Each line below is to be written out once more, precisely as given.

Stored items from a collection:

╔══

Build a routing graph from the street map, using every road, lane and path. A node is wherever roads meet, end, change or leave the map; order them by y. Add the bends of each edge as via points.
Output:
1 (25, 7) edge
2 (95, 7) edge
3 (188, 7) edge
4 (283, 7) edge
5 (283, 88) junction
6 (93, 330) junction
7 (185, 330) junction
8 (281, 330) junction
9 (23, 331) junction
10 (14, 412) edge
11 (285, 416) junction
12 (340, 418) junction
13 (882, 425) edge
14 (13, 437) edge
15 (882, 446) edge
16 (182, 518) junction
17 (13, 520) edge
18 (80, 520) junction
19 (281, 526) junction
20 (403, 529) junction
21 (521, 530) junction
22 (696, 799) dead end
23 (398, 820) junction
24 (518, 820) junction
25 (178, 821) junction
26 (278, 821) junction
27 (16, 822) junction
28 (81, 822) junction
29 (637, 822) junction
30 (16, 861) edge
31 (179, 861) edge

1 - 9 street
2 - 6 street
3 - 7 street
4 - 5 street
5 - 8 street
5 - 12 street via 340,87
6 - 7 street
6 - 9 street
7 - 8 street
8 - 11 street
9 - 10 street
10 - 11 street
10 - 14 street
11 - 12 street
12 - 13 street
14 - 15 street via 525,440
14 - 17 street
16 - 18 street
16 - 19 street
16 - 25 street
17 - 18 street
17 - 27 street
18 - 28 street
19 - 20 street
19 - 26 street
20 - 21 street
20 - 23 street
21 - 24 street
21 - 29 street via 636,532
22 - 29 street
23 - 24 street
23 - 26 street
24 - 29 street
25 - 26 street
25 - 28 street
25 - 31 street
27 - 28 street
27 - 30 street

╚══

[Output of the exercise]
Build a routing graph from the street map, using every road, lane and path. A node is wherever roads meet, end, change or leave the map; order them by y. Add the bends of each edge as via points.
Output:
1 (25, 7) edge
2 (95, 7) edge
3 (188, 7) edge
4 (283, 7) edge
5 (283, 88) junction
6 (93, 330) junction
7 (185, 330) junction
8 (281, 330) junction
9 (23, 331) junction
10 (14, 412) edge
11 (285, 416) junction
12 (340, 418) junction
13 (882, 425) edge
14 (13, 437) edge
15 (882, 446) edge
16 (182, 518) junction
17 (13, 520) edge
18 (80, 520) junction
19 (281, 526) junction
20 (403, 529) junction
21 (521, 530) junction
22 (696, 799) dead end
23 (398, 820) junction
24 (518, 820) junction
25 (178, 821) junction
26 (278, 821) junction
27 (16, 822) junction
28 (81, 822) junction
29 (637, 822) junction
30 (16, 861) edge
31 (179, 861) edge

1 - 9 street
2 - 6 street
3 - 7 street
4 - 5 street
5 - 8 street
5 - 12 street via 340,87
6 - 7 street
6 - 9 street
7 - 8 street
8 - 11 street
9 - 10 street
10 - 11 street
10 - 14 street
11 - 12 street
12 - 13 street
14 - 15 street via 525,440
14 - 17 street
16 - 18 street
16 - 19 street
16 - 25 street
17 - 18 street
17 - 27 street
18 - 28 street
19 - 20 street
19 - 26 street
20 - 21 street
20 - 23 street
21 - 24 street
21 - 29 street via 636,532
22 - 29 street
23 - 24 street
23 - 26 street
24 - 29 street
25 - 26 street
25 - 28 street
25 - 31 street
27 - 28 street
27 - 30 street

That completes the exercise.